Необходимо также отметить, что не менее трети лауреатов Нобелевской премии из стран Азии представляют не страны, откуда они родом, а США (двадцать семь американских лауреатов Нобелевской премии – иммигранты в первом поколении). В сегодняшнем мире, который становится все более глобальным, сам факт, что естественные науки говорят на одном языке и используют единую методологию, парадоксальным образом помог сгруппировать их в относительно небольшом количестве центров, обладающих необходимыми ресурсами для их развития. Эти центры находятся в основном в высокоразвитых и богатых странах, прежде всего в США. Если в “эпоху катастроф” талантливые ученые покидали Европу по политическим соображениям, то после 1945 года утечка мозгов из бедных стран в богатые была обусловлена экономическими причинами[192]
. Все это вполне естественно, поскольку с начала 1970‐х годов доля расходов развитых капиталистических стран на науку составляла три четверти общемировых расходов в этой области. Для сравнения: бедные (“развивающиеся”) страны тратили на науку не более 2–3 % (UN World Social Situation, 1989, p. 103).Но и в развитых странах научные центры располагались достаточно компактно. Это произошло отчасти из‐за концентрации ресурсов и исследователей, повышавшей эффективность научной деятельности, а отчасти – из‐за того, что широкое распространение высшего образования привело к формированию иерархии или, скорее, олигархии в академической среде. В 1950–1960‐е годы половина кандидатских диссертаций в США защищались в пятидесяти наиболее престижных университетах, куда последовательно стекались самые талантливые молодые ученые. В демократическом, популистском мире ученые, сконцентрированные в нескольких субсидируемых научных центрах, стали элитой. Ученые как вид тяготели к образованию групп, поскольку общение (“чтобы было с кем поговорить”) было важнейшей составляющей их деятельности. Со временем научная деятельность становилась все более непонятной для обычных людей. И они, в свою очередь, отчаянно пытались разобраться в проблемах современной науки. Для этого существовало огромное число научно-популярных работ (которые иногда писали даже крупные ученые). Интересно, что с ростом специализации уже сами исследователи требовали от специальных научных журналов не только изложения результатов, но и подробногоих объяснения.
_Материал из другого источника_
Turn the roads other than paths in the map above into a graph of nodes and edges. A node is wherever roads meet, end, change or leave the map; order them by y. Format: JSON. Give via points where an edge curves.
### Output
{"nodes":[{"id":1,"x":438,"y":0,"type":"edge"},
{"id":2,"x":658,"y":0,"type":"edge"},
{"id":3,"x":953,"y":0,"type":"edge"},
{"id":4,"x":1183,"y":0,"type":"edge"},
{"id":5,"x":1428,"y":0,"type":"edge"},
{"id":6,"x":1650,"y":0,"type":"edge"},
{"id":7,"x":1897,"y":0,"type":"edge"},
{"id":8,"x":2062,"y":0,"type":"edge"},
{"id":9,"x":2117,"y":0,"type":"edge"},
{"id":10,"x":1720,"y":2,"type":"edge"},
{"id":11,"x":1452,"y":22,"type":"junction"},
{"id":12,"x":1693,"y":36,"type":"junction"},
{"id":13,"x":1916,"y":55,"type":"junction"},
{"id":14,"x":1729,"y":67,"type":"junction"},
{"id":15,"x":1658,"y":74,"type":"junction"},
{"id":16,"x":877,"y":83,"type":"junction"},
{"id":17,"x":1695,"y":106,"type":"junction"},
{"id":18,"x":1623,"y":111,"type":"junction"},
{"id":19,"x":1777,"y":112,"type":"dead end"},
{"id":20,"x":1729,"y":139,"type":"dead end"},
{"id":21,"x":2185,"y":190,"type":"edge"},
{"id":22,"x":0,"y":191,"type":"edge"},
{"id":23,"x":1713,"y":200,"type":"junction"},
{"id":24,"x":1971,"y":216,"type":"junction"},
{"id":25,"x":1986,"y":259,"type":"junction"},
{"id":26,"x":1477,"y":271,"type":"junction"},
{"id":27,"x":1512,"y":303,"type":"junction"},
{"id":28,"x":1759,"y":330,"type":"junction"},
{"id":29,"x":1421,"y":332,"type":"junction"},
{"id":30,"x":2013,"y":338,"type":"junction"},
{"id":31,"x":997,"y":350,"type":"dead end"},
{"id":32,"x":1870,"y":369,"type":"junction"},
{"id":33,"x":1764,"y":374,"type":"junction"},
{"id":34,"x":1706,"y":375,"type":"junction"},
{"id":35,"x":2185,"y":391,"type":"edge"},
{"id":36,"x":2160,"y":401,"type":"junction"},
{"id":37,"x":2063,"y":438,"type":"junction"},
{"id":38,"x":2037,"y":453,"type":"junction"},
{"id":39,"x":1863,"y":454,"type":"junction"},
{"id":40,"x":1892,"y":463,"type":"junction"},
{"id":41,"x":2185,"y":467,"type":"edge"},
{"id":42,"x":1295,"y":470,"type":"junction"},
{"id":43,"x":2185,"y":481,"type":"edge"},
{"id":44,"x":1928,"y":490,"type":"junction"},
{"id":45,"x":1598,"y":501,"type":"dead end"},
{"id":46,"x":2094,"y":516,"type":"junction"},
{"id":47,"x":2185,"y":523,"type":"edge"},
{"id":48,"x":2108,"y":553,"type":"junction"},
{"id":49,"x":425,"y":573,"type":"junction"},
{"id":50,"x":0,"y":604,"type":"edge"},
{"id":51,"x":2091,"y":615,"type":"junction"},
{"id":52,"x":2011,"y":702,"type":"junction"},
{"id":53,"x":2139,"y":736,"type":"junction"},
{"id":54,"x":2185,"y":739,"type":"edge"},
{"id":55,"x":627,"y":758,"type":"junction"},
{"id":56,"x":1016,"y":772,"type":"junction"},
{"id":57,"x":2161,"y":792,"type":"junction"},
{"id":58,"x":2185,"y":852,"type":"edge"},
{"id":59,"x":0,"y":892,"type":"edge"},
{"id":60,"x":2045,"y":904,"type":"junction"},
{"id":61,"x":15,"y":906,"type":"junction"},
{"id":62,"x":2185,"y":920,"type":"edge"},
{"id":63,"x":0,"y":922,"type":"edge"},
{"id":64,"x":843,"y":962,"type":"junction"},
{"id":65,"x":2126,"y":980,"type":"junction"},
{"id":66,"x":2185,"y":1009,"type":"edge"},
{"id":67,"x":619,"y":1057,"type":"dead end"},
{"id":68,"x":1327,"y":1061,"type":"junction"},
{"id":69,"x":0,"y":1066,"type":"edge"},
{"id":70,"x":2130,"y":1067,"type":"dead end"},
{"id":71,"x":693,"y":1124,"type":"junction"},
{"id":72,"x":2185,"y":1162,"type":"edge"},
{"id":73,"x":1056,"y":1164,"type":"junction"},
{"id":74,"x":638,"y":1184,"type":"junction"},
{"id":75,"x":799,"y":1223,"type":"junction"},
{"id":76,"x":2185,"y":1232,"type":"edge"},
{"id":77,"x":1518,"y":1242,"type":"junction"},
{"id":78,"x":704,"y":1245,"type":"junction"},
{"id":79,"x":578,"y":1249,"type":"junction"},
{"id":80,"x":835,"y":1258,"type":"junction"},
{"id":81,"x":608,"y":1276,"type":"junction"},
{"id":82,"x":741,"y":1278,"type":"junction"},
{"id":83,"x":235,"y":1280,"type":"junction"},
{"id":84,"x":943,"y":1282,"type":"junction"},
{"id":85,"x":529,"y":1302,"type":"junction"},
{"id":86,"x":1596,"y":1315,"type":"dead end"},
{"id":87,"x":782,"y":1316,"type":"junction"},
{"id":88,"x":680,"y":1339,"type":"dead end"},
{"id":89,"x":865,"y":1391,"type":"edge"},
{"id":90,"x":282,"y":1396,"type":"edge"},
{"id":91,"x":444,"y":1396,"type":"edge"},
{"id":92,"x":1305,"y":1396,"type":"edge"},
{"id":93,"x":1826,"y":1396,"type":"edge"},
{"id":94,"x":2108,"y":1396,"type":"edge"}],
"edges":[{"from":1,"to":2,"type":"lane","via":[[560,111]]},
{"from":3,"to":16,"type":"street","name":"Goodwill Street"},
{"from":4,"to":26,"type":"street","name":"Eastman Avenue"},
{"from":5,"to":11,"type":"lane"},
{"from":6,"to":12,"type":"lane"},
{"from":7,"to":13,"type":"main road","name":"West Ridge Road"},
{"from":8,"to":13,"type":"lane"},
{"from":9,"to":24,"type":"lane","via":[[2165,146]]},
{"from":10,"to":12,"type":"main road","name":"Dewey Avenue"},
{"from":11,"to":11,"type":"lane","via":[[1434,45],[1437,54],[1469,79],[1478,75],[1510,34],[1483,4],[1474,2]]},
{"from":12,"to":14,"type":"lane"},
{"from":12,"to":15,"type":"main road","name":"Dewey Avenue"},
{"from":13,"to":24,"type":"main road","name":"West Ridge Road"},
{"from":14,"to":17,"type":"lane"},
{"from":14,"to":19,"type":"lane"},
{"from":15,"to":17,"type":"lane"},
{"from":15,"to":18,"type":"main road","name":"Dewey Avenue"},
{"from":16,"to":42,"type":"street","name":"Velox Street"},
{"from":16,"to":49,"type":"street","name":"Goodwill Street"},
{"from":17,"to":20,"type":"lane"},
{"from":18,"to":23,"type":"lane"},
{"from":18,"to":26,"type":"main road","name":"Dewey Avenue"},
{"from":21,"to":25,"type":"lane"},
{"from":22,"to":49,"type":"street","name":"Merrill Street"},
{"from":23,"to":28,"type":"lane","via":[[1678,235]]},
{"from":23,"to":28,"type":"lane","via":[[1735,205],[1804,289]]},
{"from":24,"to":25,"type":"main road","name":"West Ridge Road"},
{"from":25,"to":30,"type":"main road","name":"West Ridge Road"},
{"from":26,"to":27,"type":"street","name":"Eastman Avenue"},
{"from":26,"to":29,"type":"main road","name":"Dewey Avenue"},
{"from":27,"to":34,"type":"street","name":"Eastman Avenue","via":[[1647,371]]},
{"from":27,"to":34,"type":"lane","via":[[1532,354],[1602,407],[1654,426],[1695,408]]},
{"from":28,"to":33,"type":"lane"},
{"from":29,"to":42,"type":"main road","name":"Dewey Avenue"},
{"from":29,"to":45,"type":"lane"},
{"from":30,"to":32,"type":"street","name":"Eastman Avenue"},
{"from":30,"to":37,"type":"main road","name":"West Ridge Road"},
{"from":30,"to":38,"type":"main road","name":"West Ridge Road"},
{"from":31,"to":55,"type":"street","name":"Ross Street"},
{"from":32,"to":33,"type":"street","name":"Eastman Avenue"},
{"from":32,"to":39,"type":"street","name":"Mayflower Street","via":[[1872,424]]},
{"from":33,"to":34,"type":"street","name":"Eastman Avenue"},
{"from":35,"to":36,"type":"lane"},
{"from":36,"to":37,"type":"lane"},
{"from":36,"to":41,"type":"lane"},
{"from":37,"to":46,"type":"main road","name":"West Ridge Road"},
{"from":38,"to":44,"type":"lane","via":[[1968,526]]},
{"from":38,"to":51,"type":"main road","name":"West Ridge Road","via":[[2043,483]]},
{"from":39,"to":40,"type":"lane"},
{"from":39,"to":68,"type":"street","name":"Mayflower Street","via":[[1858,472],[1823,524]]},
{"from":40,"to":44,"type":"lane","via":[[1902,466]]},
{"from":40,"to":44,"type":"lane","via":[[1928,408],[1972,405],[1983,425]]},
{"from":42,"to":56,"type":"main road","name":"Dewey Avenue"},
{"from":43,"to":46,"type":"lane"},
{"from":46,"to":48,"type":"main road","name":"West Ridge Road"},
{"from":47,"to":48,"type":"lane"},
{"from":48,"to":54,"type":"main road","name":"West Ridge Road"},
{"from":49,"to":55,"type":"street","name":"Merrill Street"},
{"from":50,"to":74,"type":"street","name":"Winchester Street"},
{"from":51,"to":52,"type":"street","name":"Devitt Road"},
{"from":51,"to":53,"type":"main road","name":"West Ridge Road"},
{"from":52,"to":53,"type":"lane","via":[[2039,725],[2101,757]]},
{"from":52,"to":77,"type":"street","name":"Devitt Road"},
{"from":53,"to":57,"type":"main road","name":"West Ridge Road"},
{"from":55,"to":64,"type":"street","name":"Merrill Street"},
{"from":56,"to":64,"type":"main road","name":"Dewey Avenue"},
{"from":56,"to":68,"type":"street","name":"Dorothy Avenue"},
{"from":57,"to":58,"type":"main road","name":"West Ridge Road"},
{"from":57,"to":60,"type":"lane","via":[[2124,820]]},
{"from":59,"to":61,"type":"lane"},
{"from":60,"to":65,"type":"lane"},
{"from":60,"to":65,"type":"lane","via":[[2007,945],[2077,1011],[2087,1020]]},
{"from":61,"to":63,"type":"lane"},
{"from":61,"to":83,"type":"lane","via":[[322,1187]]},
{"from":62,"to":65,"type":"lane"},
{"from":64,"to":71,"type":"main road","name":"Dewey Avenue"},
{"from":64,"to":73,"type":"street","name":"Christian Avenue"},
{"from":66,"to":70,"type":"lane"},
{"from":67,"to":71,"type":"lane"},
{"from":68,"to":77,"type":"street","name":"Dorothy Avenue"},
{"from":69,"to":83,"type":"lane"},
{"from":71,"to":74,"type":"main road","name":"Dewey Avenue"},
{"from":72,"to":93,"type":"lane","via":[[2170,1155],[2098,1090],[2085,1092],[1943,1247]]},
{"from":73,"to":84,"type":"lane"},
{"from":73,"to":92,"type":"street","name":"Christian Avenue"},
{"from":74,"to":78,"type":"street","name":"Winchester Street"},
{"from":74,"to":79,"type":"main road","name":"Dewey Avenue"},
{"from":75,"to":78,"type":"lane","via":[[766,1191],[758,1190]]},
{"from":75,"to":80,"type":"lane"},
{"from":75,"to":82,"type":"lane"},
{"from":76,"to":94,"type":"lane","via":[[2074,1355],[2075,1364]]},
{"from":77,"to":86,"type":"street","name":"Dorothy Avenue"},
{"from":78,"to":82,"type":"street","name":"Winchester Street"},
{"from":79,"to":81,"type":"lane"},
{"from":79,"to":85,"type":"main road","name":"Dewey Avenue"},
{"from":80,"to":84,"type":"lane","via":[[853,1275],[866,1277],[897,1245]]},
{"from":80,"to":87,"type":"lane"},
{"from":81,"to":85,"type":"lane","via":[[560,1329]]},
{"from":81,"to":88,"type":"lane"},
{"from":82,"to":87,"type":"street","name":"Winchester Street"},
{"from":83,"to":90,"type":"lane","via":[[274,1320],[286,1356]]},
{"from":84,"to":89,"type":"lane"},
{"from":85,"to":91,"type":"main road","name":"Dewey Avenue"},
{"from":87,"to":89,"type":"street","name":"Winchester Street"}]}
Значение научных открытий для всех сфер человеческой деятельности в двадцатом веке очень велико. Но фундаментальная наука, т. е. знание, не выводимое из непосредственного опыта и не подлежащее использованию и пониманию без долгих лет обучения (завершающегося эзотерической аспирантурой), до конца девятнадцатого века не имела широкого практического применения. При этом уже в семнадцатом веке физика и математика руководили инженерной мыслью. К середине Викторианской эпохи работа промышленности и средств связи опиралась на открытия в области химии и электричества конца восемнадцатого и начала девятнадцатого века. Профессиональные научные исследования уже тогда считались необходимым условием развития новых технологий. Словом, в девятнадцатом веке основанные на научных знаниях технологии уже лежали в основе буржуазного мира, хотя практики того времени не очень хорошо представляли себе, как использовать передовые научные теории – разве что при случае превратить в идеологию. Именно так произошло в восемнадцатом веке с Ньютоном и с Дарвином – в девятнадцатом. При этом во многих сферах своей деятельности человек все еще руководствовался только опытом, экспериментом, навыками, развитым здравым смыслом и в лучшем случае распространенными знаниями о передовых на тот момент научных методах и технологиях. Так обстояли дела в сельском хозяйстве, строительстве и медицине, а также во многих других областях деятельности, обеспечивавших человека всем необходимым или предметами роскоши.
Но в последней трети девятнадцатого века начались перемены. В “век империи” начинают проступать очертания не только современных высоких технологий – взять хотя бы автомобили, самолеты, радио и кино, – но и современных научных теорий: теории относительности, квантовой теории и генетики. Более того, в самых эзотерических, революционных научных открытиях увидели возможность практического применения. Примером тому служат такие изобретения, как беспроводный телеграф или рентген, созданные благодаря научным открытиям конца девятнадцатого века. Но хотя фундаментальная наука “короткого двадцатого века” появилась еще до 1914 года и высокие технологии последующего столетия были в ней заложены, наука далеко не везде стала неотъемлемой частью повседневной жизни.